NCT04804124 · Oregon Health and Science University
Sleep Duration and Cardiovascular Health
(Goldilocks)
What this study is about
This is a cross-sectional study with an optional intervention that will examine how extreme sleep durations relate to cardiovascular health, physical activity, and sleep quality by studying three groups of participants: short sleepers (≤ 6 hrs), long sleepers (≥ 9 hrs), and average duration sleepers (7-8 hrs).
View original scientific description
This is a cross-sectional study with an optional intervention that will examine how extreme sleep durations relate to cardiovascular health, physical activity, and sleep quality by studying three groups of participants: short sleepers (≤ 6 hrs), long sleepers (≥ 9 hrs), and average duration sleepers (7-8 hrs). The optional intervention asks participants to maintain an 8-hour per night regular sleep schedule for one week.
Who can participate
This study lists these criteria on ClinicalTrials.gov. A study coordinator reviews eligibility during screening — this page does not determine whether you qualify.
Inclusion criteria
- Men and women ages 25-65y
- Lean and overweight (BMI 18.5-40 kg/m2)
- No acute, chronic, or debilitating medical conditions
- No prescription/non-prescription medications or drugs of abuse
- Current non-smoker (tobacco and marijuana)
- Persons who fit all the above criteria and are suitable based on a medical history and health habits questionnaire, and additional sleep and health profiling questionnaires may be eligible to participate.
Exclusion criteria
- Persons with any acute, chronic, or debilitating medical condition except pre-hypertension will be excluded.

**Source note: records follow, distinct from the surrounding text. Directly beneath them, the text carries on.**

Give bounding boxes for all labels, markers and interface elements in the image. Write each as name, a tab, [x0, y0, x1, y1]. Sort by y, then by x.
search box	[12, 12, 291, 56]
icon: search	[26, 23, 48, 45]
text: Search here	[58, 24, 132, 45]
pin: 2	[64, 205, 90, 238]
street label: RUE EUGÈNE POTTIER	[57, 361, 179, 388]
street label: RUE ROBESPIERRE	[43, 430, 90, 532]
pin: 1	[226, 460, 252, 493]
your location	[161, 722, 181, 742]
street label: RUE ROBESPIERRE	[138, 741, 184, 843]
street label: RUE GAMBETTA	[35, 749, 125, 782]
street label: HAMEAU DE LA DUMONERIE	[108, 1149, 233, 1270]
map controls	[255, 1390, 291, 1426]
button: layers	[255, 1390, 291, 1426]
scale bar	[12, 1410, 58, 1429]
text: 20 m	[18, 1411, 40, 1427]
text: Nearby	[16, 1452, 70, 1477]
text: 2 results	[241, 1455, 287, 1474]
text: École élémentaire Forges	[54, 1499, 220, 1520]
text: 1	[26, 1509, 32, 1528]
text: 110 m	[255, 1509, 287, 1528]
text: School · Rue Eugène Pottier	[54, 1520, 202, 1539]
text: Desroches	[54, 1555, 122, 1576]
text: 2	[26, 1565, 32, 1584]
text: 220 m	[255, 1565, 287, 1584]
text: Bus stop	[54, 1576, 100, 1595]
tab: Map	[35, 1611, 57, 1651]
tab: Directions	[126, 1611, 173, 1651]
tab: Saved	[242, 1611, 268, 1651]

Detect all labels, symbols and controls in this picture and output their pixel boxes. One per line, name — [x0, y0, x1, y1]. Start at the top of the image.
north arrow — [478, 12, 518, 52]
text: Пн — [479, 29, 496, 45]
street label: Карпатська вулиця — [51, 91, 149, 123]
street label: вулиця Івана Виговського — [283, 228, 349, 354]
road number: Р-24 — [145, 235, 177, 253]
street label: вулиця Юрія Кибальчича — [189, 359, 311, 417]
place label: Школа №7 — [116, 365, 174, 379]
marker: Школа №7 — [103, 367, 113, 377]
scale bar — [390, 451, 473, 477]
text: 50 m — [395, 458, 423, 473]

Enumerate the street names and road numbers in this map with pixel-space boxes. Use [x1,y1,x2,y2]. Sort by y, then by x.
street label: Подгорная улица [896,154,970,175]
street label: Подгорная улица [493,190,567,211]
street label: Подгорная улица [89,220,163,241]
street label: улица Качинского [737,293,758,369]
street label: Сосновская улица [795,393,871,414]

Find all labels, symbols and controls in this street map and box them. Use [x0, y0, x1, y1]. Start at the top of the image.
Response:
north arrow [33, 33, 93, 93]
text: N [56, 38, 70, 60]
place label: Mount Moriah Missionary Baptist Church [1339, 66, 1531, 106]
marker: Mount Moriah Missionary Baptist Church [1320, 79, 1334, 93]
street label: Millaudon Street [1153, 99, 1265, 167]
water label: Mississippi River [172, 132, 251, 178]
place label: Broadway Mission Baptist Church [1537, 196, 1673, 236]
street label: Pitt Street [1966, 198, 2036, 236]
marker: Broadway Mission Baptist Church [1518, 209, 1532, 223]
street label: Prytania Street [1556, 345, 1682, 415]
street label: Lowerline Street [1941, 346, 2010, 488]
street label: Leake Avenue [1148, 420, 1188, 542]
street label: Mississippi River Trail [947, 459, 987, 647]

- Persons with any symptoms of acute or active illness (e.g. fever, leukocytosis) will be excluded.
- Persons with a history of severe psychiatric illness or psychiatric disorders will be excluded.
- Persons with a history of regular night/or rotating shift work in the past year, or who have traveled more than three time zones during the one month prior to the study will be excluded.
- Pregnant women, decisionally impaired adults, and prisoners will be excluded.
Where
- Portland, Oregon
Frequently asked questions
What is a clinical trial?
A clinical trial is a research study that tests new medical treatments, drugs, devices, or procedures to determine their safety and effectiveness. Trials are carefully designed and monitored to protect participants while advancing medical knowledge.
Is it safe to participate?
Clinical trials follow strict safety guidelines and ethical standards. Trials must be reviewed and approved, and participants are closely monitored by medical professionals throughout the study. You can withdraw at any time if you choose.
Will I be compensated?
Many clinical trials offer compensation for your time, travel expenses, and inconvenience. The specific compensation varies by study and will be discussed during the screening process. All study-related medical care is typically provided at no cost to participants.
Will I receive a placebo instead of treatment?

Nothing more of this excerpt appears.